La Sagrada Familia – Ciclo B (Lucas 2, 22.39-40) – 26 de diciembre de 2021
Lucas 2, 41-52
Los padres de Jesús solían ir cada año a Jerusalén
para las festividades de la Pascua. Cuando el niño cumplió doce años, fueron a
la fiesta, según la costumbre. Pasados aquellos días, se volvieron, pero el
niño Jesús se quedó en Jerusalén, sin que sus padres lo supieran. Creyendo que
iba en la caravana, hicieron un día de camino; entonces lo buscaron, y al no
encontrarlo, regresaron a Jerusalén en su busca.
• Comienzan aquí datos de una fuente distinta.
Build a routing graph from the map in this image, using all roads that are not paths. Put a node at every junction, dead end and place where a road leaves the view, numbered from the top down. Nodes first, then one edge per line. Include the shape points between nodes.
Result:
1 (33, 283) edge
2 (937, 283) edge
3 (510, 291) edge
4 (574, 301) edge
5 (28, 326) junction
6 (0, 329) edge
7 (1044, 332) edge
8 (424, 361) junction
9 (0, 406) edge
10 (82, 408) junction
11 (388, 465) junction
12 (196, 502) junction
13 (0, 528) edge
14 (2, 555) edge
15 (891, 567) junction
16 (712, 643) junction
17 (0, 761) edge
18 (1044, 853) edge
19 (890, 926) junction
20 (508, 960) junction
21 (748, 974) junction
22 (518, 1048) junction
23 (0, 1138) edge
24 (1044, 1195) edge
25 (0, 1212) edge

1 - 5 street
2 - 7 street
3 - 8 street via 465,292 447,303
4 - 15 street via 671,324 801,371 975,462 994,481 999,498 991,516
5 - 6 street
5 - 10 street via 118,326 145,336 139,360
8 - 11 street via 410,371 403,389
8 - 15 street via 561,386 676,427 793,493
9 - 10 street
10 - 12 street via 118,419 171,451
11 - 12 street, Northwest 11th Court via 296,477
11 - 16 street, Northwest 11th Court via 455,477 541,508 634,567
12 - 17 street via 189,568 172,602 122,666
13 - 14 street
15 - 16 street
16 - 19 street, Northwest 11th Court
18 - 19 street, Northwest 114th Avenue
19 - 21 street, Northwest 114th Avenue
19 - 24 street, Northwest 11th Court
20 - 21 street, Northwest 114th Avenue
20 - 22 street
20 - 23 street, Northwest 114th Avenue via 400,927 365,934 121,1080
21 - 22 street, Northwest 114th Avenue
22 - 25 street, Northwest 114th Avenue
Al tercer día lo encontraron en el templo, sentado
en medio de los doctores, escuchándolos y haciéndoles preguntas. Todos los que
lo oían se admiraban de su inteligencia y de sus respuestas. Al verlo, sus padres
se quedaron atónitos y su madre le dijo: “Hijo mío, ¿por qué te has portado así
con nosotros? Tu padre y yo te hemos estado buscando llenos de angustia”. Él
les respondió: “¿Por qué me andaban buscando? ¿No sabían que debo ocuparme en
las cosas de mi Padre?” Ellos no entendieron la respuesta que les dio. Entonces
volvió con ellos a Nazaret y siguió sujeto a su autoridad. Su madre conservaba
en su corazón todas aquellas cosas.
Jesús iba creciendo en saber, en estatura y en el
favor de Dios y de los hombres.
Palabra de Dios.
#microhomilía
Dios ha querido ser con nosotros. Su “ser
con nosotros” pasa por la elección de cada una y cada uno de acogerlo y
seguirlo, como lo hicieron María y José, o de no hacerlo. Su deseo de ser con
nosotros no pasará por encima de la libertad que el mismo nos regaló. Pero
elegirlo a Él no es un asunto de una vez en la vida sino de todos lo días, pues
elegirlo implica seguirlo y cumplir sus mandamientos en cada situación de
nuestra vida. Para saber si estamos acogiendo a Jesús en la vida tenemos el mecanismo
del “remordimiento de conciencia” que cuando se acciona, volvemos y volvemos a
un asunto, a un momento, y no tenemos paz. Si no hay remordimientos es que
estamos cumpliendo su mandamiento: creer en él y amar. Cuando hay un
remordimiento tenemos que preguntarnos en dónde nos ha faltado el amor, ese
amor al modo Jesucristo: incluyente, sanador, gratuito, abundante y capaz de
perdonar.
“Estaba
lleno de sabiduría y gozaba del favor de Dios”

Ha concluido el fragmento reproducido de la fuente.